Sixty years later, Julia Jarmond, an American journalist in France researching Vel’ d’Hiv’ discovers Sarah’s story, its link to her own life, and dedicates herself to finding out what became of Sarah and her brother. Sarah’s Key is very much a story with a message, if not a moral, and I think it’s best expressed in a scene where a man asks Julia why she wants to track Sarah down. When Julia admits she wants to apologize, the man asks why, considering Julia was in no way involved with Vel’ d’Hiv’. Julia replies that she’s “sorry for being forty-five years old and not knowing [about Vel’ d’Hiv’].”
The novel emphasizes that the Vel’ d’Hiv’ roundup has been whitewashed by history into a Nazi action, when in fact, it was French police officers who captured their own countrymen. As well, the fact that it was mostly children who were taken to Vel’ d’Hiv’ has been glossed over by sound byte speeches. Julia’s French husband Bertrand appears emblematic of the French attitude to this point in history when he tells Julia that it’s happened so long ago that no one cares about the incident and will only be annoyed that Julia has dug it all up again.
Bertrand refers scornfully to Julia’s American disdain for France and French ideas, and on one hand, her judgmental attitude does get somewhat heavy-handed. She is outraged that French Christians kept a blind eye on the incident, and demands to know why Bertrand’s grandparents, for example, could move into an apartment vacated by Jews captured during Vel’ d’Hiv’ without feeling guilty. While I understand, and also feel her anger at the injustice the Vel’ d’Hiv’ Jews experienced, I found Julia’s self-righteousness annoying at times, and Julia’s desire to track down Sarah just to ease her own conscience at “not knowing” to be self-aggrandizing.
On the other hand, however, I still found Julia’s story very compelling. More than just going on a quest to learn about Vel’ d’Hiv’ and find Sarah, Julia struggles to figure out her own life, particularly her relationship with Bertrand and the development of her own identity as an individual. She acknowledges the futility of her search – even if she finds Sarah or Sarah’s descendants, all she can do is assure them that Vel’ d’Hiv’ is remembered, by her at least, if not in French history in general, and this in no way compensates for what the Jews in Vel’ d’Hiv’ suffered.

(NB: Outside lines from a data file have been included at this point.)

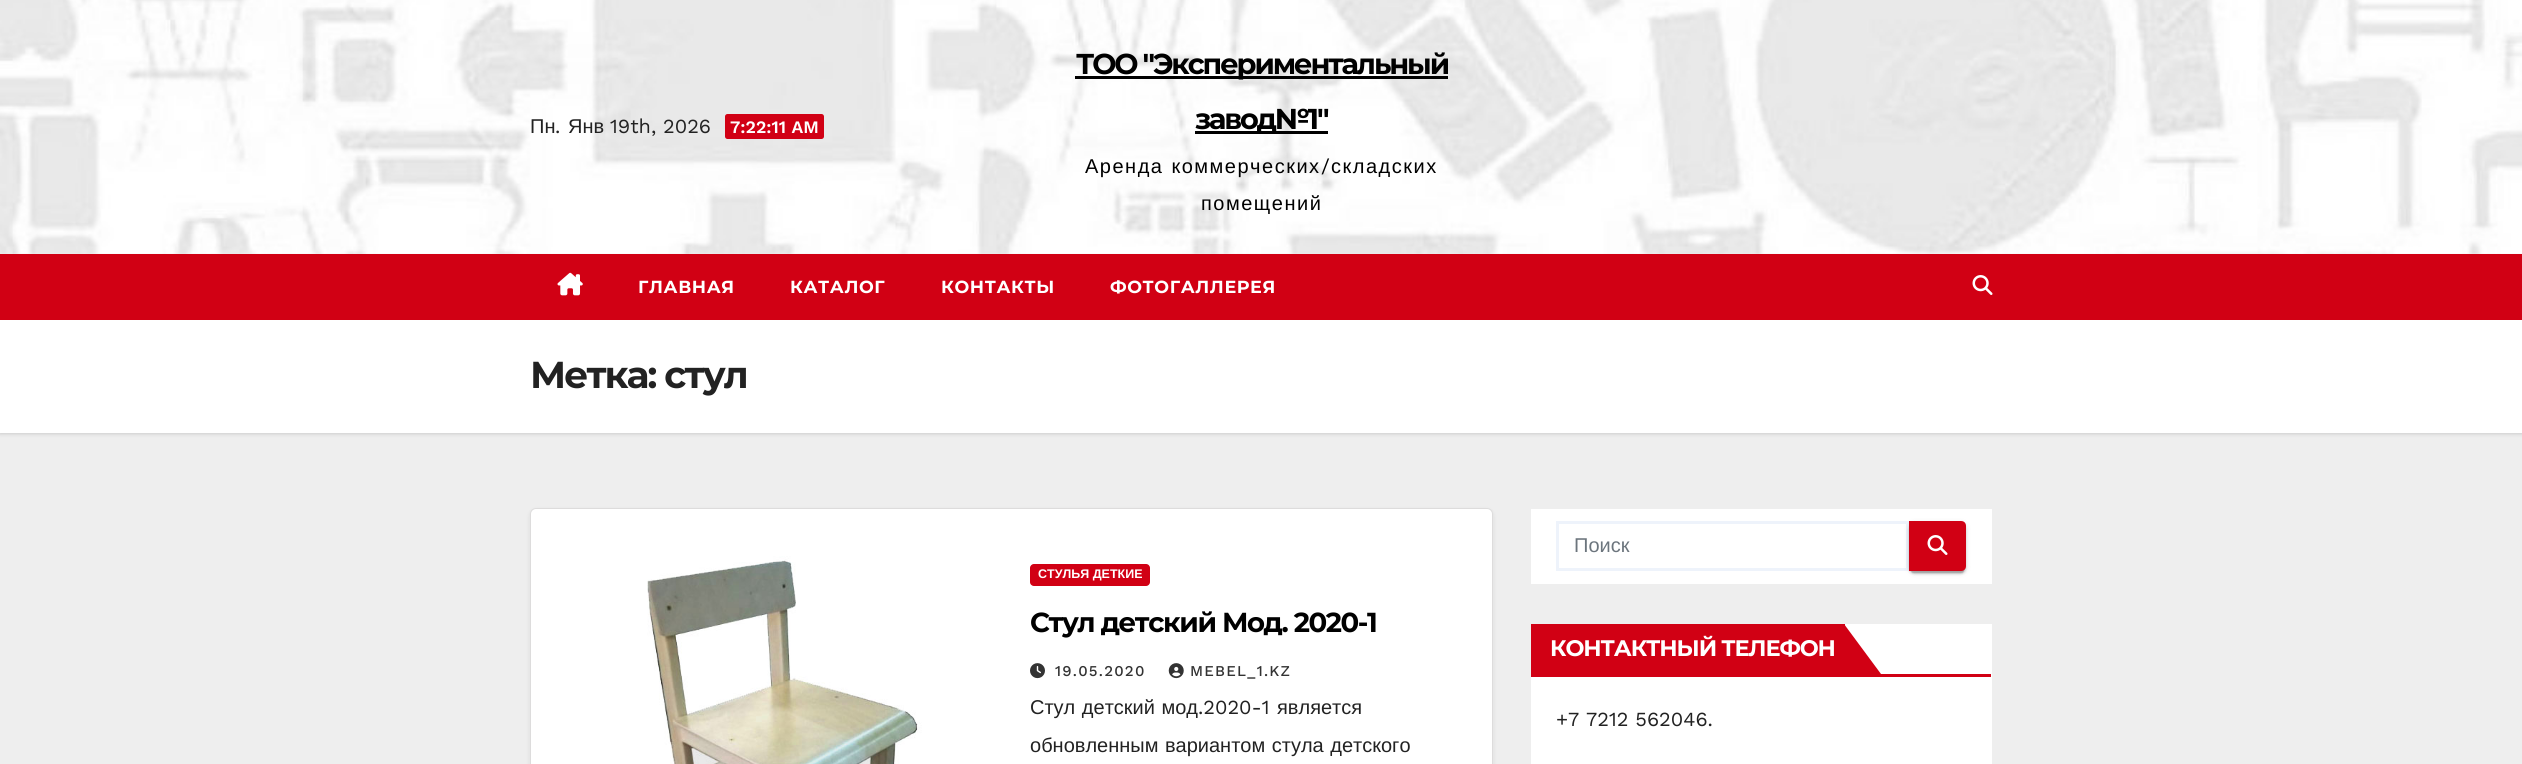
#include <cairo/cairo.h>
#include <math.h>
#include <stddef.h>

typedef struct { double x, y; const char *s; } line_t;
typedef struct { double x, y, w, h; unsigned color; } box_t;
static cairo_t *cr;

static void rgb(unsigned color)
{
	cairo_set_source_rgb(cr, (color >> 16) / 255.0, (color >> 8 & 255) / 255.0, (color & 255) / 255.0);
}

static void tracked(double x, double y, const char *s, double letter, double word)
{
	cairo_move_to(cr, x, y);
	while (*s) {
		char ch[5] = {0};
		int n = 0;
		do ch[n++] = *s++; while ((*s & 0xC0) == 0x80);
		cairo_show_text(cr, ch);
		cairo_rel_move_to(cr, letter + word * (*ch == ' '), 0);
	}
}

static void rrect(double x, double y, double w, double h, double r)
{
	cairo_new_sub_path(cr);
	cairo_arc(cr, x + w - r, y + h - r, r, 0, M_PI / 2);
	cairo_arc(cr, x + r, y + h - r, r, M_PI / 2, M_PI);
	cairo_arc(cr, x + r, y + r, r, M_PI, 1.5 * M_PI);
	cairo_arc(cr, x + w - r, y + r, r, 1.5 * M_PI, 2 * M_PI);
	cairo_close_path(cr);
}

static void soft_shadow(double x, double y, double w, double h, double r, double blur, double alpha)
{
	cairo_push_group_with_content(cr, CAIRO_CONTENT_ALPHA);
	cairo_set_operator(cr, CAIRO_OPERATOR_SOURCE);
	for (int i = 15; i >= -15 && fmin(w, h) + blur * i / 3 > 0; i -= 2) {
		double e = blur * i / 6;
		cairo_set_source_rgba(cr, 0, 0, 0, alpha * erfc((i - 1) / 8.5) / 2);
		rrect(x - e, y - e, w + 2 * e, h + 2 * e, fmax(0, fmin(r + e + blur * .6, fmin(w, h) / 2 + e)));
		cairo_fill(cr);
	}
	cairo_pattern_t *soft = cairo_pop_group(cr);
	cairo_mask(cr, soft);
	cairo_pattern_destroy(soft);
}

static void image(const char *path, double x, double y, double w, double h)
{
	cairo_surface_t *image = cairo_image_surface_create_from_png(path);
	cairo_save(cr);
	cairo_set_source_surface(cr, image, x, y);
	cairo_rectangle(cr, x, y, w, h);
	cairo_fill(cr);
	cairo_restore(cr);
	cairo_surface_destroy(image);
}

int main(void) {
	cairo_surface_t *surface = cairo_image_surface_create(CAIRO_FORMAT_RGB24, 2522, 764);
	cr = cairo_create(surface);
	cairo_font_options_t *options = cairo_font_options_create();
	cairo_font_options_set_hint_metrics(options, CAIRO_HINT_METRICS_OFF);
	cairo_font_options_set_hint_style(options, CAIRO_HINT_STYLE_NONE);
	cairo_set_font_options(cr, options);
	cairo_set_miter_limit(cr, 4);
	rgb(0xeeeeee);
	cairo_paint(cr);
	image("img/1.png", 0, 0, 2522, 254);
	rgb(0xd10014);
	rrect(725, 114, 99, 25, 2.5);
	cairo_fill(cr);
	rgb(0x000000);
	cairo_rectangle(cr, 1075, 76, 373, 3);
	cairo_fill(cr);
	cairo_rectangle(cr, 1195, 131, 133, 3);
	cairo_fill(cr);
	rgb(0x000000);
	soft_shadow(0, 321, 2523, 113, 0, 2, 0.15);
	rgb(0xd10014);
	cairo_rectangle(cr, 0, 254, 2522, 66);
	cairo_fill(cr);
	image("img/2.png", 557, 272, 26, 24);
	image("img/3.png", 1972, 275, 21, 20);
	rgb(0xffffff);
	cairo_rectangle(cr, 0, 320, 2522, 113);
	cairo_fill(cr);
	rgb(0x000000);
	soft_shadow(530, 510, 963, 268, 6, 2.5, 0.08);
	rgb(0xffffff);
	rrect(530.5, 508.5, 962, 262, 5.5);
	cairo_fill_preserve(cr);
	rgb(0xdddcdc);
	cairo_set_line_width(cr, 1);
	cairo_stroke(cr);
	image("img/4.png", 550, 556, 455, 208);
	rgb(0xd10014);
	rrect(1030, 564, 120, 22, 4);
	cairo_fill(cr);
	image("img/5.png", 1030, 663, 15, 16);
	image("img/6.png", 1168, 663, 16, 16);
	rgb(0xffffff);
	cairo_rectangle(cr, 1531, 509, 461, 75);
	cairo_fill(cr);
	cairo_rectangle(cr, 1557.5, 522.5, 350, 47);
	rgb(0xeef3fb);
	cairo_set_line_width(cr, 3);
	cairo_stroke(cr);
	rgb(0x000000);
	soft_shadow(1909, 523, 57, 50, 5, 3, 0.12);
	soft_shadow(1911, 528, 53, 45, 2.5, 0.5, 0.2);
	soft_shadow(1909, 524, 57, 50, 5, 1, 0.14);
	rgb(0xd10014);
	cairo_new_path(cr);
	cairo_move_to(cr, 1909, 521);
	cairo_line_to(cr, 1961, 521);
	cairo_curve_to(cr, 1964, 521, 1966, 523, 1966, 526);
	cairo_line_to(cr, 1966, 566);
	cairo_curve_to(cr, 1966, 569, 1964, 571, 1961, 571);
	cairo_line_to(cr, 1909, 571);
	cairo_close_path(cr);
	cairo_fill(cr);
	image("img/3.png", 1927, 535, 21, 20);
	{
		static const box_t items[] = {
			{1531, 624, 461, 140, 0xffffff},
			{1531, 674, 460, 3, 0xd10014},
			{1531, 624, 314, 50, 0xd10014},
		};
		for (size_t i = 0; i < sizeof items / sizeof *items; i++) {
			rgb(items[i].color);
			cairo_rectangle(cr, items[i].x, items[i].y, items[i].w, items[i].h);
			cairo_fill(cr);
		}
	}
	cairo_new_path(cr);
	cairo_move_to(cr, 1844, 674);
	cairo_line_to(cr, 1844, 624);
	cairo_line_to(cr, 1881, 674);
	cairo_close_path(cr);
	cairo_fill(cr);
	cairo_select_font_face(cr, "Liberation Sans", CAIRO_FONT_SLANT_NORMAL, CAIRO_FONT_WEIGHT_NORMAL);
	cairo_set_font_size(cr, 20);
	rgb(0x222222);
	cairo_move_to(cr, 530, 133);
	cairo_show_text(cr, "Пн");
	cairo_select_font_face(cr, "Work Sans", CAIRO_FONT_SLANT_NORMAL, CAIRO_FONT_WEIGHT_NORMAL);
	cairo_move_to(cr, 555, 133);
	cairo_show_text(cr, ".");
	cairo_select_font_face(cr, "Liberation Sans", CAIRO_FONT_SLANT_NORMAL, CAIRO_FONT_WEIGHT_NORMAL);
	cairo_move_to(cr, 568, 133);
	cairo_show_text(cr, "Янв");
	cairo_select_font_face(cr, "Work Sans", CAIRO_FONT_SLANT_NORMAL, CAIRO_FONT_WEIGHT_NORMAL);
	cairo_move_to(cr, 610, 133);
	cairo_show_text(cr, "19th, 2026");
	cairo_select_font_face(cr, "Work Sans SemiBold", CAIRO_FONT_SLANT_NORMAL, CAIRO_FONT_WEIGHT_NORMAL);
	cairo_set_font_size(cr, 17.5);
	rgb(0xffffff);
	cairo_move_to(cr, 730, 133);
	cairo_show_text(cr, "7:22:11 AM");
	cairo_select_font_face(cr, "Montserrat", CAIRO_FONT_SLANT_NORMAL, CAIRO_FONT_WEIGHT_BOLD);
	cairo_set_font_size(cr, 28.75);
	rgb(0x000000);
	tracked(1076, 74, "ТОО \"Экспериментальный", -2.1, 0);
	tracked(1195, 129, "завод№1\"", -2.1, 0);
	cairo_select_font_face(cr, "Liberation Sans", CAIRO_FONT_SLANT_NORMAL, CAIRO_FONT_WEIGHT_NORMAL);
	cairo_set_font_size(cr, 20);
	tracked(1085, 173, "Аренда коммерческих", 1.5, 1);
	cairo_select_font_face(cr, "Work Sans", CAIRO_FONT_SLANT_NORMAL, CAIRO_FONT_WEIGHT_NORMAL);
	tracked(1321, 173, "/", 1.5, 0);
	cairo_select_font_face(cr, "Liberation Sans", CAIRO_FONT_SLANT_NORMAL, CAIRO_FONT_WEIGHT_NORMAL);
	tracked(1331, 173, "складских", 1.5, 0);
	tracked(1201, 210, "помещений", 1.5, 0);
	cairo_select_font_face(cr, "Montserrat", CAIRO_FONT_SLANT_NORMAL, CAIRO_FONT_WEIGHT_BOLD);
	cairo_set_font_size(cr, 17.5);
	rgb(0xffffff);
	{
		static const line_t items[] = {
			{638, 293, "ГЛАВНАЯ"},
			{790, 293, "КАТАЛОГ"},
			{941, 293, "КОНТАКТЫ"},
			{1110, 293, "ФОТОГАЛЛЕРЕЯ"},
		};
		for (size_t i = 0; i < sizeof items / sizeof *items; i++) {
			tracked(items[i].x, items[i].y, items[i].s, 0.6, 0);
		}
	}
	cairo_set_font_size(cr, 37.5);
	rgb(0x222222);
	tracked(530, 388, "Метка: стул", -1.9, 0);
	cairo_select_font_face(cr, "Liberation Sans", CAIRO_FONT_SLANT_NORMAL, CAIRO_FONT_WEIGHT_BOLD);
	cairo_set_font_size(cr, 12.5);
	rgb(0xffffff);
	cairo_move_to(cr, 1038, 578);
	cairo_show_text(cr, "СТУЛЬЯ ДЕТКИЕ");
	cairo_select_font_face(cr, "Montserrat", CAIRO_FONT_SLANT_NORMAL, CAIRO_FONT_WEIGHT_BOLD);
	cairo_set_font_size(cr, 27.5);
	rgb(0x000000);
	tracked(1030, 632, "Стул детский Мод. 2020-1", -1.4, 0);
	cairo_select_font_face(cr, "Work Sans Medium", CAIRO_FONT_SLANT_NORMAL, CAIRO_FONT_WEIGHT_NORMAL);
	cairo_set_font_size(cr, 15);
	rgb(0x333333);
	tracked(1055, 676, "19.05.2020", 1.25, 0);
	tracked(1190, 676, "MEBEL_1.KZ", 1.25, 0);
	cairo_select_font_face(cr, "Liberation Sans", CAIRO_FONT_SLANT_NORMAL, CAIRO_FONT_WEIGHT_NORMAL);
	cairo_set_font_size(cr, 20);
	rgb(0x222222);
	tracked(1030, 714, "Стул детский мод", 0, 1);
	cairo_select_font_face(cr, "Work Sans", CAIRO_FONT_SLANT_NORMAL, CAIRO_FONT_WEIGHT_NORMAL);
	cairo_move_to(cr, 1198, 714);
	cairo_show_text(cr, ".2020-1");
	cairo_select_font_face(cr, "Liberation Sans", CAIRO_FONT_SLANT_NORMAL, CAIRO_FONT_WEIGHT_NORMAL);
	cairo_move_to(cr, 1277, 714);
	cairo_show_text(cr, "является");
	tracked(1030, 752, "обновленным вариантом стула детского", 0, 1);
	rgb(0x6c757d);
	cairo_move_to(cr, 1574, 552);
	cairo_show_text(cr, "Поиск");
	cairo_select_font_face(cr, "Montserrat", CAIRO_FONT_SLANT_NORMAL, CAIRO_FONT_WEIGHT_BOLD);
	cairo_set_font_size(cr, 22.5);
	rgb(0xffffff);
	tracked(1550, 656, "КОНТАКТНЫЙ ТЕЛЕФОН", -1.1, 0);
	cairo_select_font_face(cr, "Work Sans", CAIRO_FONT_SLANT_NORMAL, CAIRO_FONT_WEIGHT_NORMAL);
	cairo_set_font_size(cr, 20);
	rgb(0x222222);
	cairo_move_to(cr, 1556, 726);
	cairo_show_text(cr, "+7 7212 562046.");
	cairo_surface_write_to_png(surface, "page.png");
	cairo_font_options_destroy(options);
	cairo_destroy(cr);
	cairo_surface_destroy(surface);
	return 0;
}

I think Sarah’s Key ultimately delivers a powerful message because Julia’s attempt to make up for Vel’ d’Hiv’ is a desire a lot of us have had about various atrocities in history. There are a few heroes who make a major difference, and right historical wrongs. But there are also many individuals who, like Julia, do their part in very personal, often unnoticed ways. The most important first step is to acknowledge an injustice, and make sure it isn’t forgotten. That’s what De Rosnay has done with writing Sarah’s Key, and that’s what Julia attempts to do in her own way in the novel. The inscription on the Vel’ d’Hiv’ memorial reads “Never forget,” and with Sarah and Julia’s stories, Tatiana De Rosnay ensures we never do.